The open interest on the Hyperliquid platform has exceeded $10 billion, allowing the protocol to take third place among the largest venues for trading perpetual futures. This impressive growth is driven by the launch of markets for traditional assets — stocks, commodities, and indices. Approximately $4 billion of the open interest comes from decentralized exchanges created by third-party developers under the HIP-3 initiative.

Traders are actively using synthetic instruments. The daily trading volume for oil and the Nasdaq 100 index regularly exceeds $100 million. Pre-IPO markets have generated particular interest: before the SpaceX listing, open interest in the corresponding contract reached $250 million.

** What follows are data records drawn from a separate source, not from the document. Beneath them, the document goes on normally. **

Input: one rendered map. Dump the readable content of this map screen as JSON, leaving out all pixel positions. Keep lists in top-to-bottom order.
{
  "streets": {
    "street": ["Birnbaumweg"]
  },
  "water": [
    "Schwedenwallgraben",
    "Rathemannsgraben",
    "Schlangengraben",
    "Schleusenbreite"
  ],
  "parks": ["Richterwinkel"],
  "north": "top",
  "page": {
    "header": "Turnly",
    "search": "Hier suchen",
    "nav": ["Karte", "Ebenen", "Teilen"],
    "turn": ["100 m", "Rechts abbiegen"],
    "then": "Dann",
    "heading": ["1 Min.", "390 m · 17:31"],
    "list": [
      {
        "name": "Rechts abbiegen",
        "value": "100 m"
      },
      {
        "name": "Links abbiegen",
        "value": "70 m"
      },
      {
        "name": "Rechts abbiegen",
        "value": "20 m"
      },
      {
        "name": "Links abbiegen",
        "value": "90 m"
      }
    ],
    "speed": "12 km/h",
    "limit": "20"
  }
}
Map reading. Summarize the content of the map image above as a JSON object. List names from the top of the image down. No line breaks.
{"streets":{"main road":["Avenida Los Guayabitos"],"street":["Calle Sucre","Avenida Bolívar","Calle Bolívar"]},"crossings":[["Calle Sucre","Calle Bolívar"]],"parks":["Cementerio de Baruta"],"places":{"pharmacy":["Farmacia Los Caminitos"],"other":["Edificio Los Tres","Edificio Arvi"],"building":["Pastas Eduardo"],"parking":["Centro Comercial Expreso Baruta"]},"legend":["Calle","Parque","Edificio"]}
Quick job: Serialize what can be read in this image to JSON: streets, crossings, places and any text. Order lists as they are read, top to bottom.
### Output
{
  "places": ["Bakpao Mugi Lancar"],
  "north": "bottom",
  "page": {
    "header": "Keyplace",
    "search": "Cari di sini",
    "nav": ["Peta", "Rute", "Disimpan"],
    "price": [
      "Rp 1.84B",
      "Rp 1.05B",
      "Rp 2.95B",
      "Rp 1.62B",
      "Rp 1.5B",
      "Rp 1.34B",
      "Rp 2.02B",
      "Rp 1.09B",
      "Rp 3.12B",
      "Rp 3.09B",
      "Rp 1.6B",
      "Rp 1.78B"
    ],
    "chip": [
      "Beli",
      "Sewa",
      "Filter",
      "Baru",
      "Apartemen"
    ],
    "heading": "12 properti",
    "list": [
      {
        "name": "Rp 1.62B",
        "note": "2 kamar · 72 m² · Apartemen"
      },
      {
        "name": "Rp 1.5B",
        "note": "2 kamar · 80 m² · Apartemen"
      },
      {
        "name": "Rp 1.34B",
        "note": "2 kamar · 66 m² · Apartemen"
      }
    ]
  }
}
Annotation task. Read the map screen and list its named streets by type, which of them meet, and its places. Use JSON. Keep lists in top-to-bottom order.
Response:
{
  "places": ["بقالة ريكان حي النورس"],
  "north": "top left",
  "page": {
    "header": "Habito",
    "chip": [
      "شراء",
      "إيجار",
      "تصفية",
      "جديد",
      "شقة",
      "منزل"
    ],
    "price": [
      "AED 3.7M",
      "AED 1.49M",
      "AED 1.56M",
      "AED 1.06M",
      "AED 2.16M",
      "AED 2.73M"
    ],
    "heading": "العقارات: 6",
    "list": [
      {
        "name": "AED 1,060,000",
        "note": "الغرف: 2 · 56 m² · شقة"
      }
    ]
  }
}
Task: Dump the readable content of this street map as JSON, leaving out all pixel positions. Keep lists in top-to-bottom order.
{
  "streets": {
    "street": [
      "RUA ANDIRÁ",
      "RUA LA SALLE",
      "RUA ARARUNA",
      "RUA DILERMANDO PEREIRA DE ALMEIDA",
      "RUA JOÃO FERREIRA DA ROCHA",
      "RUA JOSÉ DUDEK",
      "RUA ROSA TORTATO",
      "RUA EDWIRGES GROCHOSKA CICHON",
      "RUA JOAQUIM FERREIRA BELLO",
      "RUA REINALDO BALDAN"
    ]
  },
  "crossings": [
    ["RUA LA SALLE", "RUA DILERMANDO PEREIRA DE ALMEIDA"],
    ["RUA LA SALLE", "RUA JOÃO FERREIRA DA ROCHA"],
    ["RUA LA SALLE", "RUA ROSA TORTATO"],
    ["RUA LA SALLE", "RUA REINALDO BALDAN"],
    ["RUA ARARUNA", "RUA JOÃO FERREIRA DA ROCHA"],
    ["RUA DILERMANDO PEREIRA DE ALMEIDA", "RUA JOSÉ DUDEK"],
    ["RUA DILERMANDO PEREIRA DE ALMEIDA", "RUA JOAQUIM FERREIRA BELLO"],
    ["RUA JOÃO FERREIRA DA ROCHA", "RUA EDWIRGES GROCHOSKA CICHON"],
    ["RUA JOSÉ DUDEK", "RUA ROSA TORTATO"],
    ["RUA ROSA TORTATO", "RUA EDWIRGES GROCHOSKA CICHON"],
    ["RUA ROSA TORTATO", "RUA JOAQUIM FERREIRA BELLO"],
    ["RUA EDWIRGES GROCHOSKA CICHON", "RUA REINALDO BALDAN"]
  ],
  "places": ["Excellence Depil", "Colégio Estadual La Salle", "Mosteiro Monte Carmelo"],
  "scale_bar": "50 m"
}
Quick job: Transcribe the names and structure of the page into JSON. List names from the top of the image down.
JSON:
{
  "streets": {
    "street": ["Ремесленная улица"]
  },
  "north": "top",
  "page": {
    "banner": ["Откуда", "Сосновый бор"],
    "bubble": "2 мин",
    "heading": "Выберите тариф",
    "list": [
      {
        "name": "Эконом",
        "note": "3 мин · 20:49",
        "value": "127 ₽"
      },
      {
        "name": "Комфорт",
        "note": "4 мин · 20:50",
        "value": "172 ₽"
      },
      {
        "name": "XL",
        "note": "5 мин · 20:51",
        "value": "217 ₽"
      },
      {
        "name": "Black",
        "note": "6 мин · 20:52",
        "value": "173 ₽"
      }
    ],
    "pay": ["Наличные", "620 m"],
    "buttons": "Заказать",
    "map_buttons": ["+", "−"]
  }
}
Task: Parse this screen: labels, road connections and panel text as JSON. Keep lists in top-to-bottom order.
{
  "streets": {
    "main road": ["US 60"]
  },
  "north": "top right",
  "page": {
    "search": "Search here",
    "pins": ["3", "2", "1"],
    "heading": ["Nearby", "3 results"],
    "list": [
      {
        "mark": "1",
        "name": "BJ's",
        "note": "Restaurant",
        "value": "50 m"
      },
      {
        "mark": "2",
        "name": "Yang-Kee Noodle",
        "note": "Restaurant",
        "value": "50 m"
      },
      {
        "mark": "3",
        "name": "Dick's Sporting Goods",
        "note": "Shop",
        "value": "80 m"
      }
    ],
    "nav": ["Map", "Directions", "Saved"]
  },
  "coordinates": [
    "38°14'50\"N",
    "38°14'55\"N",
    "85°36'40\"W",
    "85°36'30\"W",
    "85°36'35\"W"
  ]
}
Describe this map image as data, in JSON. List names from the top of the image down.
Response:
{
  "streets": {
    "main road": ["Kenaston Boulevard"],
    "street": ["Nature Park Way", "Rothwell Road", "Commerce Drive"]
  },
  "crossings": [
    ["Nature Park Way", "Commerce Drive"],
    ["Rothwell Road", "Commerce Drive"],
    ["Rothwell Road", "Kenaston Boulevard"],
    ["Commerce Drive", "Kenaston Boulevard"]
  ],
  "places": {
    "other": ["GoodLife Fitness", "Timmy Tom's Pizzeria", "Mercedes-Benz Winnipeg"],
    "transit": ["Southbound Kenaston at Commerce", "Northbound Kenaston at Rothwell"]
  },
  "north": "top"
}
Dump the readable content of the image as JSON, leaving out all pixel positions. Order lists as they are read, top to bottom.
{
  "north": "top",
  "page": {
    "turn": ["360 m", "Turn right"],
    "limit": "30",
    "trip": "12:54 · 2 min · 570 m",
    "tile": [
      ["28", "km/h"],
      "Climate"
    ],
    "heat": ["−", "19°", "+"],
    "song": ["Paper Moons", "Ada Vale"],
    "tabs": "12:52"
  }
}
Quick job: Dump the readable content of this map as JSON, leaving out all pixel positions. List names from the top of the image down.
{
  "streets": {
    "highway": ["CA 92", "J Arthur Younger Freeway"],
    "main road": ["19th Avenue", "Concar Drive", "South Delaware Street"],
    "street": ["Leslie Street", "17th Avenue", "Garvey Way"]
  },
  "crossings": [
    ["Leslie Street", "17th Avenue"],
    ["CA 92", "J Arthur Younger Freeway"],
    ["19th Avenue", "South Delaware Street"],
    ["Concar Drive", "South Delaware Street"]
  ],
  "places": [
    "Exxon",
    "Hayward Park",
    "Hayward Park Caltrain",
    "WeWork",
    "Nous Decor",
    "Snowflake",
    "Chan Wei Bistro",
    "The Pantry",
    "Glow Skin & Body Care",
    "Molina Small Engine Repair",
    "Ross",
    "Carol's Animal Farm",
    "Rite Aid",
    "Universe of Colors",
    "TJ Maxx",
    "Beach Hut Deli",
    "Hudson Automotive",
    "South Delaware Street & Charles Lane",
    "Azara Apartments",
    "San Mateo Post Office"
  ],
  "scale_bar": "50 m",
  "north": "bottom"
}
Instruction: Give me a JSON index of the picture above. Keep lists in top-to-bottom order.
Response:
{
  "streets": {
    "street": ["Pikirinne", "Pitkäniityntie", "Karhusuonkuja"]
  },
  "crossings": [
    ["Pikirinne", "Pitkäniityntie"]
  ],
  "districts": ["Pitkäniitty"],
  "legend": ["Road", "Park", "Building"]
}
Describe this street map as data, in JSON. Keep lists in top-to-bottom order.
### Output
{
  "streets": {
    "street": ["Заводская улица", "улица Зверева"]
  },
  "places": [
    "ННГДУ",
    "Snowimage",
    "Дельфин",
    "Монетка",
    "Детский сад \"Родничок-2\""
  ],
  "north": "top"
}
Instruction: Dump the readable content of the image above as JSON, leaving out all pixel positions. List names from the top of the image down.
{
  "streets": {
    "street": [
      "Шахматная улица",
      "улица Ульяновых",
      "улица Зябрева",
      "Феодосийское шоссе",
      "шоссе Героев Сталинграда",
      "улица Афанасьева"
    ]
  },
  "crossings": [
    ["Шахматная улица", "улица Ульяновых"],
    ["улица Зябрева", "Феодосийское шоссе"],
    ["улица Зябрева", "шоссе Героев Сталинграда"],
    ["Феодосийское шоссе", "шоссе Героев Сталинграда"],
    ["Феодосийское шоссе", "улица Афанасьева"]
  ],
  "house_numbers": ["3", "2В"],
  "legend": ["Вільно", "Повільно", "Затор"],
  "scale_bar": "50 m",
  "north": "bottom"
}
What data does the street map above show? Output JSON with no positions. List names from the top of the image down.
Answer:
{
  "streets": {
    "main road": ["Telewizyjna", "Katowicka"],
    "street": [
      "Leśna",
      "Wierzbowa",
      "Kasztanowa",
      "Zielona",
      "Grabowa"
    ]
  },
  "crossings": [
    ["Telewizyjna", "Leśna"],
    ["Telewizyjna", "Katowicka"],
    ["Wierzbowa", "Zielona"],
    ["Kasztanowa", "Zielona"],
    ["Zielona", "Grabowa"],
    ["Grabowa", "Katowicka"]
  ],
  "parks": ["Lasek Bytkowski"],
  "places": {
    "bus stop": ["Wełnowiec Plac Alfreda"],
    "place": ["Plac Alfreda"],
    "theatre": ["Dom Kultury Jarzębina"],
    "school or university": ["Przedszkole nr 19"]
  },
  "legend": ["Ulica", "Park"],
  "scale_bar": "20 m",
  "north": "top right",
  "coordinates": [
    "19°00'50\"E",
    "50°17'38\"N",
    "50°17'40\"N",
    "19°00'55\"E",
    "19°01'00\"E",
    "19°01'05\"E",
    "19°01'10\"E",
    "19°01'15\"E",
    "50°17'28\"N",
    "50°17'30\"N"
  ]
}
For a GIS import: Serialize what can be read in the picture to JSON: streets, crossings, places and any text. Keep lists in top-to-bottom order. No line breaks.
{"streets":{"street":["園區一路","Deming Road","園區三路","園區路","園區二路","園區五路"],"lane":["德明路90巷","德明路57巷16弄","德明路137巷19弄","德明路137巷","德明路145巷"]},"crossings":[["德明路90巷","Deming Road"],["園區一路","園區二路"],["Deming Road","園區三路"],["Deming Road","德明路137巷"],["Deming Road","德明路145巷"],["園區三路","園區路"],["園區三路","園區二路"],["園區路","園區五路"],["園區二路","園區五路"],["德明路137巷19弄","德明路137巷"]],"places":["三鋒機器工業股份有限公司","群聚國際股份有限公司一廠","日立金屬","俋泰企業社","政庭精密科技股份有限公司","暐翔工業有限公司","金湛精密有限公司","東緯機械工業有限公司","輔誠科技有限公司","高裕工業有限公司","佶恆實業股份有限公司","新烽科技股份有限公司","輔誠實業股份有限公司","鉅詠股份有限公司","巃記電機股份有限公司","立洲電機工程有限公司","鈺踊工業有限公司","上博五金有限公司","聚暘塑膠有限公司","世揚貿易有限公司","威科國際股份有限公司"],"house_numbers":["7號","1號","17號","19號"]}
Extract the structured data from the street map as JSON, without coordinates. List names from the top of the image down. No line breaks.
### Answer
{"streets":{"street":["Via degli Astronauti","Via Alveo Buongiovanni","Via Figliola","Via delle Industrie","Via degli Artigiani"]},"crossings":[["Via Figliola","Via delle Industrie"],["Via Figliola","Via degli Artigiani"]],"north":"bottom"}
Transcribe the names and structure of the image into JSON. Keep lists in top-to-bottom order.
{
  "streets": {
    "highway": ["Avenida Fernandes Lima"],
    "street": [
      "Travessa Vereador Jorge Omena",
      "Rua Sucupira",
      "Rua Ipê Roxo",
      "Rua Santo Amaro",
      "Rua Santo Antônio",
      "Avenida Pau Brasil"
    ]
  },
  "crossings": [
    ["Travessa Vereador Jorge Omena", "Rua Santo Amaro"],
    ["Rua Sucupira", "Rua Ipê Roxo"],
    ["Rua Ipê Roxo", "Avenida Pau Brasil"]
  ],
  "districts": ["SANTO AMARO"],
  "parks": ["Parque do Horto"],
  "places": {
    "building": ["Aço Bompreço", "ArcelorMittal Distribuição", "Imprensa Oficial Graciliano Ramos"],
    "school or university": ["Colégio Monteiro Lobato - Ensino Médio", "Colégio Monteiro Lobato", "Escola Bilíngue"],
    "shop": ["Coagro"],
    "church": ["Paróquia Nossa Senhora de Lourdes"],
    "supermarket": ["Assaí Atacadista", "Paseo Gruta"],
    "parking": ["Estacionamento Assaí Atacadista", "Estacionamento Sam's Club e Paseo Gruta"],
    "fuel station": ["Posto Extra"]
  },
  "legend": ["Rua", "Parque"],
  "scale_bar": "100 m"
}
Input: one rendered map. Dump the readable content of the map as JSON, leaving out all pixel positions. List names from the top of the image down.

A key stage in the ecosystem's development was the transition to USDC. After integrating the stablecoin with the participation of Circle and Coinbase, it became the platform's primary settlement asset. Under the partnership terms, the issuers are required to stake HYPE tokens and share the yield from reserves with the protocol. Hyperliquid will receive about 90% of the profits from Treasury bonds and repo transactions backing USDC within the network. At current rates, this will bring the platform approximately $160 million per year.

The protocol will allocate additional revenues to buy back and burn native HYPE tokens. The total buyback amount is expected to be $450 million. According to the project's mechanics, the burn will reduce the asset's supply and support its market value.

As a reminder, in May, Hyperliquid's share of perpetual futures trading volume rose to a record 6.63% of the total turnover on centralized exchanges — $200 million out of $3 trillion.

My comment: Hyperliquid demonstrates how DeFi protocols can effectively compete with centralized giants through innovative financial instruments and partnerships with stablecoin issuers. The HYPE buyback and burn mechanism is a classic but effective way to support the token, which, given current revenues, could significantly impact its long-term dynamics. However, it is worth monitoring how sustainable interest in synthetic assets will be in the event of a correction in traditional markets.